Most efficient switch statement variable to use?

Lost User

The CPU (assuming x86) doesn't require much, SSE requires 16 byte alignment unless you don't care about an approx 100% overhead. But the windows (and linux, too) ABI requires alignment of all things to at least their size, and of the stack to "twice the pointer size" (depends on bit-ness, obviously) The individual elements in an array of bytes can be byte aligned but the starting address will usually be dword (or more) aligned. And Luc is correct of course, in general. Some instructions such as div and idiv have a latency and throughput depending on the value of the result, and small types can lead to smaller values (thus faster computation), obviously that is not guaranteed since it depends on the actual values. For floats, lower precision makes operations such as fdiv faster.

Deresen

You are true, and you always have to bitfuck wherever you can I agree with that. Maybe it's because I like it, maybe because I started with microcontrollers. But if we go and calculate, we will see that it doesn't really matter which types you will use. An average to small cache size is 1 Gb, this means. Let's say your program will use half of it so this leaves you to use 500 M of bytes. If you're an efficient programmer you can never make your program to use the whole 500 M. Even if you store numbers which you could put into a byte in an Int128 it'll take you an array of (500/16 =~) 30 million to fill it. The only way to fill your RAM is when you're busy with graphics. And even then it's not neccecary to bitfuck, because Microsoft made some good library's which will all take care of the memory problem. In conclusion I think we can say that bitfucking is fun, but not really neccesary if you're just making efficient code.

Lost User

Deresen wrote:

average to small cache size is 1 Gb

Where did you get that information? The biggest cache size I've seen so far is 12MB (as 2x6MB) of L2. That is not so much, and every so often an other program will come along and trash it (if you don't do it yourself)

Deresen

My mistake, I was thinking about RAM memory. :omg:

Lost User

Well then 1GB is indeed small :) But RAM is slow (compared to the CPU), a cache miss can easily cost 100 cycles - long enough to justify doing complex calculations just to avoid the cache miss, plenty of time for 150 to 250 instructions That makes me wonder what the theoretical maximum of instructions in 100 cycles is (on Core2) 500 if looking only at the predecoder specs: macro fusion can fuse 2 instructions but can only be done once per cycle, so 5 instructions (3 of which must be 1 µop) and the size of such a "block" should satisfy N*size = 16 (to Never cross a boundary) and no 66H or 67H prefixes should occur anywhere But then looking at the rest: the sequence must not have any dependacy chains, not all instructions are perfectly pipelined, there are only 3 "normal" ports (0, 1 and 5) and even register reading can be a bottleneck. Only 6 µops per cycle are allowed, but that includes memory read/write (bringing us down to 400 except for µop fusion) The predecoder throughput would be less important (only the first iteration) if we were executing a small (less than 4 times 16 bytes) loop.. And I'm not even going to mention the rest. The best throughput of any one instruction is 3/cycle (a stream of NOP's for example) so it should be possible to do (slightly) better than that, right? This is too complex, I'll leave it to the pro's.

Mark Churchill

Minor optimisation tricks like that are something that your compiler should (and probably is) is handling for you. Write clear and readable code.

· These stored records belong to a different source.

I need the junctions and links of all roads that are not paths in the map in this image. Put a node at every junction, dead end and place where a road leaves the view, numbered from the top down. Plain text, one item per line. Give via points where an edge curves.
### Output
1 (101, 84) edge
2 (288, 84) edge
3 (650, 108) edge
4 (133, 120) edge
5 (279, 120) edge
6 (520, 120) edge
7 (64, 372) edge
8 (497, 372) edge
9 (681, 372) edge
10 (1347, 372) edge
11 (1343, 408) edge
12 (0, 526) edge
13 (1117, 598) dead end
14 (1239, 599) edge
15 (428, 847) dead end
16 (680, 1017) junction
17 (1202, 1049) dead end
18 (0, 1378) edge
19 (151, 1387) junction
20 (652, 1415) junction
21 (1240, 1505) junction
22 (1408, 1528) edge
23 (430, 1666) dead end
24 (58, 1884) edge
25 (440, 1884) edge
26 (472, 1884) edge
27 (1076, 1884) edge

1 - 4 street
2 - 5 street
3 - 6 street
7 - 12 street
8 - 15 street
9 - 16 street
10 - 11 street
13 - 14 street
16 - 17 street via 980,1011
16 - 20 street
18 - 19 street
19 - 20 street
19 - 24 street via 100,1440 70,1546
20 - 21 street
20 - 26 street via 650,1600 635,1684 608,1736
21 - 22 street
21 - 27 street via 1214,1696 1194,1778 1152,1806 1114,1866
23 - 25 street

Mark Churchill Director, Dunn & Churchill Pty Ltd Free Download: Diamond Binding: The simple, powerful, reliable, and effective data layer toolkit for Visual Studio.
Entanglar: .Net game engine featuring automatic networking and powerful HLSL gfx binding.

Luc Pattyn

DaveyM69 wrote:

Are things always word aligned

There is the notion of "natural alignment" which states each item should be aligned to its size, so 2B shorts have even addresses, 4B ints have addresses that are multiples of 4, etc. (although items larger than the int size (long and double) don't need to be aligned (but SIMD data does). A struct by default would use padding to achieve that when necessary, i.e. it would insert dummy bytes when required. To reduce the size bloat, the suggestion if to orden members from largest to smallest. The linker and the run-time will allocate objects at a multiple of 8 or even 16B, so a structs that would only need 6B will effectively be layed out 8B apart. Warning: some Win32 APIs expect an array of structs with odd sizes, such as 6. If you don't want any padding, use Marshal attributes with explicit offsets. :)

Luc Pattyn [Forum Guidelines] [My Articles]

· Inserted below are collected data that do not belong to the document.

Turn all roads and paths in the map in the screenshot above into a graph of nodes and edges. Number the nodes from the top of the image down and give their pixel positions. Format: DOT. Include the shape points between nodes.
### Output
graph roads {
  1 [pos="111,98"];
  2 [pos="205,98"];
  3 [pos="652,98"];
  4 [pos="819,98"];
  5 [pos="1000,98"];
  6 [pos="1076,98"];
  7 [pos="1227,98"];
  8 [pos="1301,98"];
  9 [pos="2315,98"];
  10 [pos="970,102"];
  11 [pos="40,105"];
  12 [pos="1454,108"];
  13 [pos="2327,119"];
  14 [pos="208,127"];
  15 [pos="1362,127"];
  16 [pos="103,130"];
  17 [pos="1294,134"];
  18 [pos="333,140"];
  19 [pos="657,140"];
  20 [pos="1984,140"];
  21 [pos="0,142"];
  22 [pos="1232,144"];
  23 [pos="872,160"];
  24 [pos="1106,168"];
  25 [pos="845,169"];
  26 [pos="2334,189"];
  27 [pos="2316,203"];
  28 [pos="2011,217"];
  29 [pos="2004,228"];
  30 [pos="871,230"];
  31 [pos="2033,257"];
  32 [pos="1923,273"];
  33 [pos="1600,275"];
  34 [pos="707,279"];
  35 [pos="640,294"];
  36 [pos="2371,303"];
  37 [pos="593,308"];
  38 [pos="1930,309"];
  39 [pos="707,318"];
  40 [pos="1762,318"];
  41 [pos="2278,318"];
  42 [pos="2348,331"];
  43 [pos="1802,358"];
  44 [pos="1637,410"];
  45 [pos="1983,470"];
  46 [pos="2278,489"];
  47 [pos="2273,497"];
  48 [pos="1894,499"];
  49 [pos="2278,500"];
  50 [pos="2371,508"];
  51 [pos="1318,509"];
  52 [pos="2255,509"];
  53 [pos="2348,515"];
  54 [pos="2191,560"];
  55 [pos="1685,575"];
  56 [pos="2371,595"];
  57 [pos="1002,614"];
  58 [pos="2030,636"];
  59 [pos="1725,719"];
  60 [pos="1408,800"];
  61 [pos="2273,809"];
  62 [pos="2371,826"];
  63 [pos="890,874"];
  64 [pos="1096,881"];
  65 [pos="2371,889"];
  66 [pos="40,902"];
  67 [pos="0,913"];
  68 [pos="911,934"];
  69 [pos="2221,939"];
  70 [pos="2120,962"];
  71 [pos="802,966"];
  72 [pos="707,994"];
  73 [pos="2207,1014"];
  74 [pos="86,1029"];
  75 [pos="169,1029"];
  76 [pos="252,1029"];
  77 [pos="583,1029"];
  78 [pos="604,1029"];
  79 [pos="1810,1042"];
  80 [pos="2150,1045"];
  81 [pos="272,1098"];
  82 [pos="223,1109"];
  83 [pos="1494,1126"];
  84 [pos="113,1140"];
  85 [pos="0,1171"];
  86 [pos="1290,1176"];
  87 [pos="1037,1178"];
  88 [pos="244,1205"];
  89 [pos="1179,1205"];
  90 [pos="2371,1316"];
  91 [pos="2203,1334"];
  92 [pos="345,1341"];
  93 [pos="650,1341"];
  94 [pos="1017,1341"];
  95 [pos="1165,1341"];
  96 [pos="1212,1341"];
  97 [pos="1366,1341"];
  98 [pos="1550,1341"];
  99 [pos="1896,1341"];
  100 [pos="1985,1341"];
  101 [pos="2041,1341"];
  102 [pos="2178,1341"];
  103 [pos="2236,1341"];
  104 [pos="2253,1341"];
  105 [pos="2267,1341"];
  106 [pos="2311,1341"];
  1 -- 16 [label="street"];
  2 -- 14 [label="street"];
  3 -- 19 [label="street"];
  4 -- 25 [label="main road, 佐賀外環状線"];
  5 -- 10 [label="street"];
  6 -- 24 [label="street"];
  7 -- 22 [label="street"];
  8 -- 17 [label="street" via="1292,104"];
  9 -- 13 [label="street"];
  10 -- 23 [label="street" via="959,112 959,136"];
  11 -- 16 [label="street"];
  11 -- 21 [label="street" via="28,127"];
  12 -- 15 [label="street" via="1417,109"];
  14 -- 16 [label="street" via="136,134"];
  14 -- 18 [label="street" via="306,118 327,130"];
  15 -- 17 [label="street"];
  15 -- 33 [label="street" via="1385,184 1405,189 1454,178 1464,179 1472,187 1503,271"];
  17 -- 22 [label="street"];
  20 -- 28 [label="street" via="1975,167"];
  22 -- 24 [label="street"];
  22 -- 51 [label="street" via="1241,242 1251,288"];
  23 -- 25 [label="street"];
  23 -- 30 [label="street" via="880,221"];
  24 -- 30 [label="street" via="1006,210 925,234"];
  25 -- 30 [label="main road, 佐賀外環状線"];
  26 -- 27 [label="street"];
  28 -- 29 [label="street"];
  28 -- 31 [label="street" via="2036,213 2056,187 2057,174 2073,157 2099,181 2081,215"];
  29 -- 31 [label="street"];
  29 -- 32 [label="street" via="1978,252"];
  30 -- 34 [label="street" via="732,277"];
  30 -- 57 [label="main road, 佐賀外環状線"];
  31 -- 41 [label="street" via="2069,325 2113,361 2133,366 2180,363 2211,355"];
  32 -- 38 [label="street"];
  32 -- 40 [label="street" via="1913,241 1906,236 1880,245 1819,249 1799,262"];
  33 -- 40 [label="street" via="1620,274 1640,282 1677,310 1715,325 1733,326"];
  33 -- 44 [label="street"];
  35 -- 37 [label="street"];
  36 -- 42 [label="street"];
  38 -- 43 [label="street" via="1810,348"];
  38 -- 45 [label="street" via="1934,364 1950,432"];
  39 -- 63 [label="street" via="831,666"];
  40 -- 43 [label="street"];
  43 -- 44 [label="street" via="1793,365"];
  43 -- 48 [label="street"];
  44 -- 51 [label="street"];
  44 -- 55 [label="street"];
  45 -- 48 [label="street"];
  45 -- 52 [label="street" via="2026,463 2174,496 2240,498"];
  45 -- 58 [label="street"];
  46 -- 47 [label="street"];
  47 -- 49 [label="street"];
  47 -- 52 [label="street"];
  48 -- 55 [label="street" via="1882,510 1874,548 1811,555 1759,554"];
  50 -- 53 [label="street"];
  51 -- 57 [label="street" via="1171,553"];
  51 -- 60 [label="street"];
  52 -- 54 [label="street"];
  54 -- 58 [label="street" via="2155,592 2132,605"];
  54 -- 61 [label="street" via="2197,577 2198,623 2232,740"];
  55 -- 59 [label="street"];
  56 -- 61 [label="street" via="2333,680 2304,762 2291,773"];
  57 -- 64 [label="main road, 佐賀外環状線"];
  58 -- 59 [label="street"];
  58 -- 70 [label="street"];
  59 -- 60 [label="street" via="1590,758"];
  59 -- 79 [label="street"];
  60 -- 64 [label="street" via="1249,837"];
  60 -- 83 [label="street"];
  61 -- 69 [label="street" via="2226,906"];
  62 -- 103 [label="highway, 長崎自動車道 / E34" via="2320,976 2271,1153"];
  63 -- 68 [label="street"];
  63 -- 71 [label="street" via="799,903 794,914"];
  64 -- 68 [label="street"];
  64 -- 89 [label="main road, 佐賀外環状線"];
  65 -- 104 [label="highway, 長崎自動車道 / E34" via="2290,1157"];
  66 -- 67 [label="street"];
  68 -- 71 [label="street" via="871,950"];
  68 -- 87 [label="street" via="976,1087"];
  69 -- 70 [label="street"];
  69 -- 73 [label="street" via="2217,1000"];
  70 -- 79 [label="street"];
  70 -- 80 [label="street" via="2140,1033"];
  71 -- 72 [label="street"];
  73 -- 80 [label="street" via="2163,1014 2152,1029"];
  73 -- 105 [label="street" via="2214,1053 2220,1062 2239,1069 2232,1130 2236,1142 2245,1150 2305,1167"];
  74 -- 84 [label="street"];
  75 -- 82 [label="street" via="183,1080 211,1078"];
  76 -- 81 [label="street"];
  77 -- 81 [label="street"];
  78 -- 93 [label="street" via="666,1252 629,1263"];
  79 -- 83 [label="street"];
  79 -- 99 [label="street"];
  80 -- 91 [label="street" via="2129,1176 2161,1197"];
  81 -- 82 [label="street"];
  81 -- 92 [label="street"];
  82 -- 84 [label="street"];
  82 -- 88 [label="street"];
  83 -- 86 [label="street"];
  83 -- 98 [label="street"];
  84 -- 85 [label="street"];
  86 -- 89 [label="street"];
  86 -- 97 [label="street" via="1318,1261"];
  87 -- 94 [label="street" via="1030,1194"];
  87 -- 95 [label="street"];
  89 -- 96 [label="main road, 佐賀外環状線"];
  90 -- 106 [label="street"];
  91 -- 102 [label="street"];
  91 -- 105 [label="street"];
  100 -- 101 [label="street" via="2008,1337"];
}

- before you ask a question here, search CodeProject, then Google - the quality and detail of your question reflects on the effectiveness of the help you are likely to get - use the code block button (PRE tags) to preserve formatting when showing multi-line code snippets

modified on Sunday, June 12, 2011 8:36 AM

PIEBALDconsult

Hear hear!

Lost User

Alas, it isn't (but it should!).

Lost User

Aw no comments? It took me quite a while to do the required research..